Exercise objective:
For this exercise, copy the data exactly and omit any images.

--------------------------------------------------

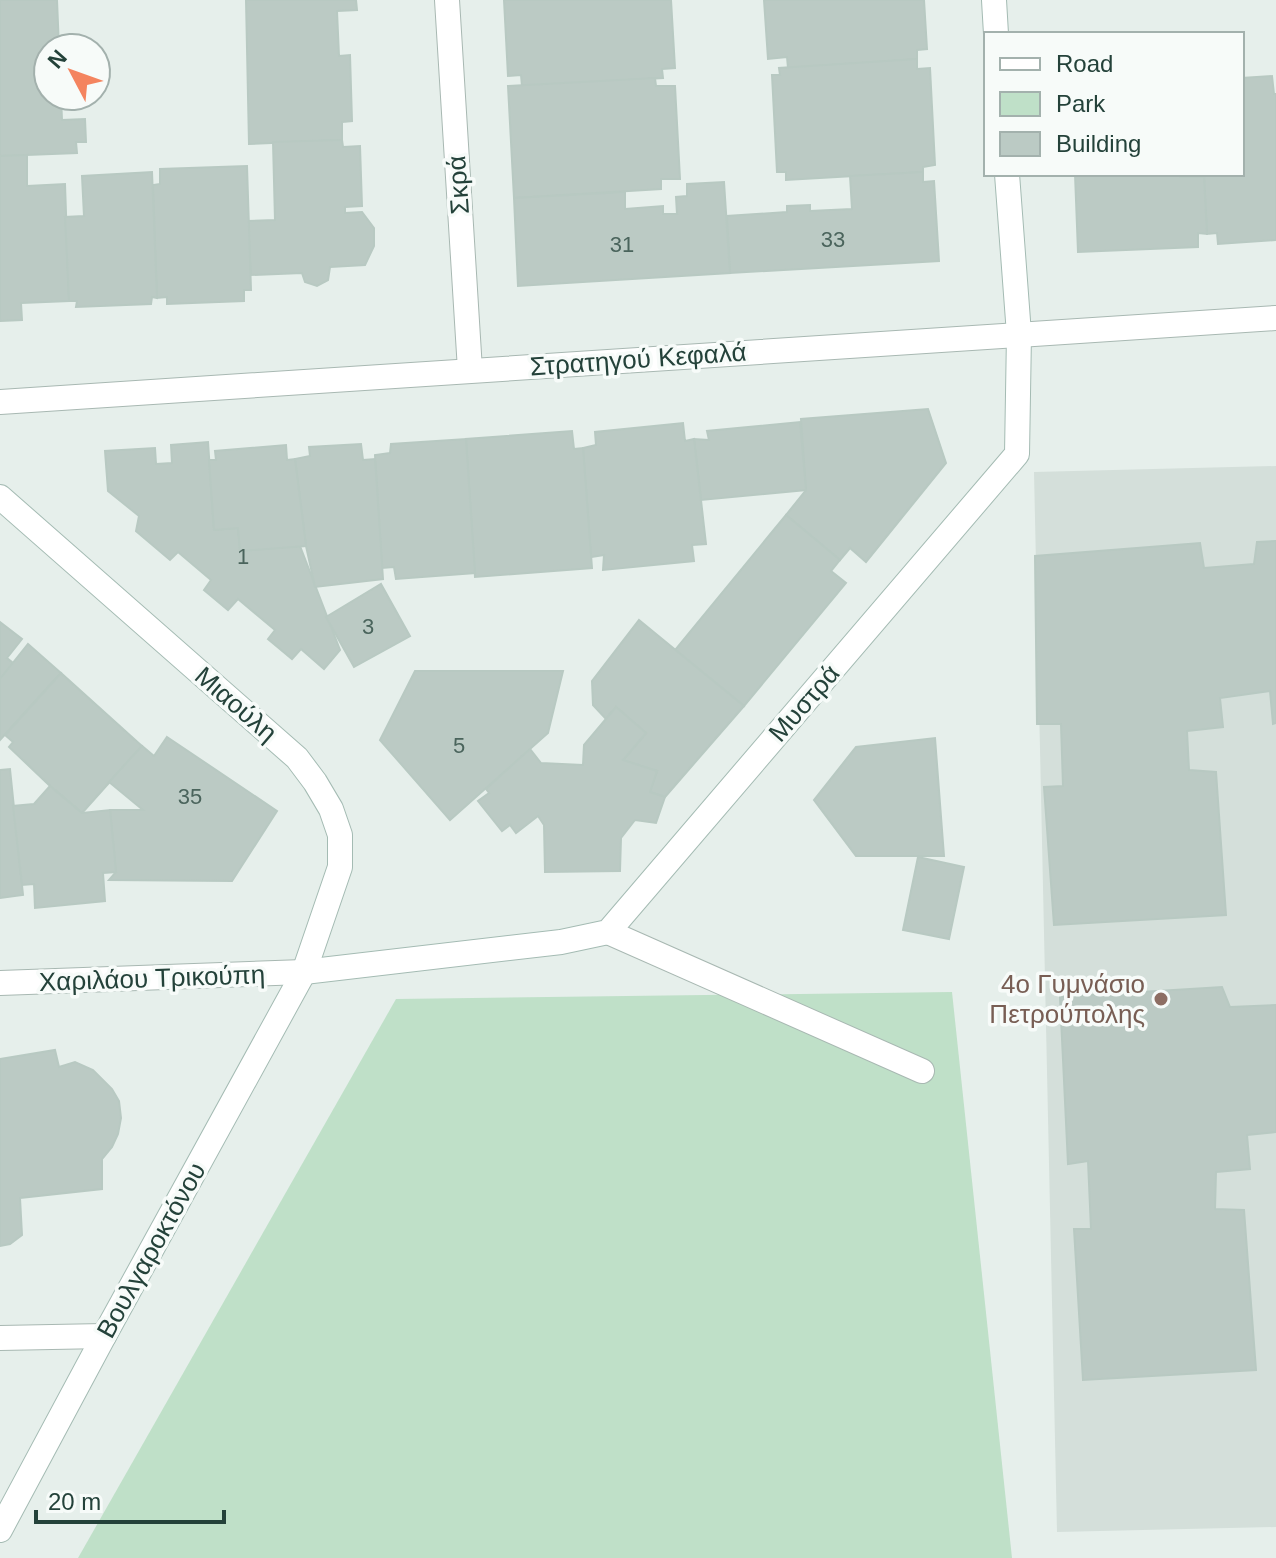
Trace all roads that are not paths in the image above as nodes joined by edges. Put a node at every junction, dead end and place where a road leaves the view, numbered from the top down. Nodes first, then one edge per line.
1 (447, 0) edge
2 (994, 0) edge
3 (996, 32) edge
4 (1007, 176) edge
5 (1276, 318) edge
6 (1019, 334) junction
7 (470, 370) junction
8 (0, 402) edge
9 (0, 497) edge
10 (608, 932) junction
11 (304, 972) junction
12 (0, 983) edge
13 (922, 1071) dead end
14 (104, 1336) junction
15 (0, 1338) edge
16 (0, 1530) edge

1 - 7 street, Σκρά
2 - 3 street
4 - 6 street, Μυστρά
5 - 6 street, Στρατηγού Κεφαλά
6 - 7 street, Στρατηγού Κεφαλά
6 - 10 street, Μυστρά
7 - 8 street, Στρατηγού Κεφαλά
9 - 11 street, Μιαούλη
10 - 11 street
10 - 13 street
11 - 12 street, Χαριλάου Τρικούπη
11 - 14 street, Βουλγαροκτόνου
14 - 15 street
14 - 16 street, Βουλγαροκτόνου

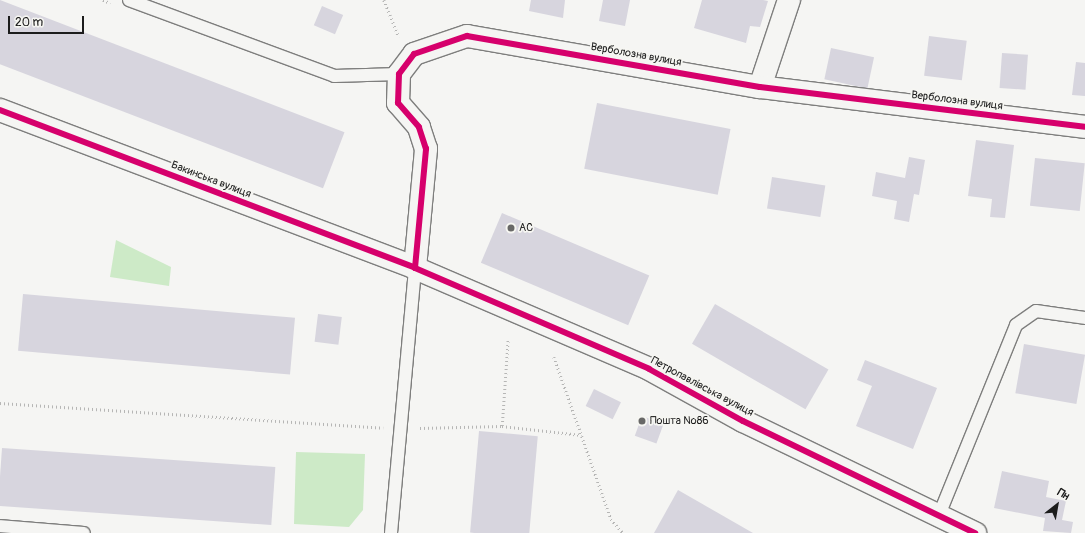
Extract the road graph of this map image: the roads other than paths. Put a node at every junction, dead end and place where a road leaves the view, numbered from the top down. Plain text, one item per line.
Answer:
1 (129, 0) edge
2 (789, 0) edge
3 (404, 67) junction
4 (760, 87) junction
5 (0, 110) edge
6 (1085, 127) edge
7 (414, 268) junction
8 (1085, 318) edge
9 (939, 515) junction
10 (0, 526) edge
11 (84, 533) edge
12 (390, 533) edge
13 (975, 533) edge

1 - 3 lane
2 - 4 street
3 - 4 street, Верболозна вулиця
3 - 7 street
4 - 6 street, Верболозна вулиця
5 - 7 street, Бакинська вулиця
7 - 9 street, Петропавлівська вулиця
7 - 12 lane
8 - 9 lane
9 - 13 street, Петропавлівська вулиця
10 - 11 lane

--------------------------------------------------

Response to this task:
Trace all roads that are not paths in the image above as nodes joined by edges. Put a node at every junction, dead end and place where a road leaves the view, numbered from the top down. Nodes first, then one edge per line.
1 (447, 0) edge
2 (994, 0) edge
3 (996, 32) edge
4 (1007, 176) edge
5 (1276, 318) edge
6 (1019, 334) junction
7 (470, 370) junction
8 (0, 402) edge
9 (0, 497) edge
10 (608, 932) junction
11 (304, 972) junction
12 (0, 983) edge
13 (922, 1071) dead end
14 (104, 1336) junction
15 (0, 1338) edge
16 (0, 1530) edge

1 - 7 street, Σκρά
2 - 3 street
4 - 6 street, Μυστρά
5 - 6 street, Στρατηγού Κεφαλά
6 - 7 street, Στρατηγού Κεφαλά
6 - 10 street, Μυστρά
7 - 8 street, Στρατηγού Κεφαλά
9 - 11 street, Μιαούλη
10 - 11 street
10 - 13 street
11 - 12 street, Χαριλάου Τρικούπη
11 - 14 street, Βουλγαροκτόνου
14 - 15 street
14 - 16 street, Βουλγαροκτόνου

Extract the road graph of this map image: the roads other than paths. Put a node at every junction, dead end and place where a road leaves the view, numbered from the top down. Plain text, one item per line.
Answer:
1 (129, 0) edge
2 (789, 0) edge
3 (404, 67) junction
4 (760, 87) junction
5 (0, 110) edge
6 (1085, 127) edge
7 (414, 268) junction
8 (1085, 318) edge
9 (939, 515) junction
10 (0, 526) edge
11 (84, 533) edge
12 (390, 533) edge
13 (975, 533) edge

1 - 3 lane
2 - 4 street
3 - 4 street, Верболозна вулиця
3 - 7 street
4 - 6 street, Верболозна вулиця
5 - 7 street, Бакинська вулиця
7 - 9 street, Петропавлівська вулиця
7 - 12 lane
8 - 9 lane
9 - 13 street, Петропавлівська вулиця
10 - 11 lane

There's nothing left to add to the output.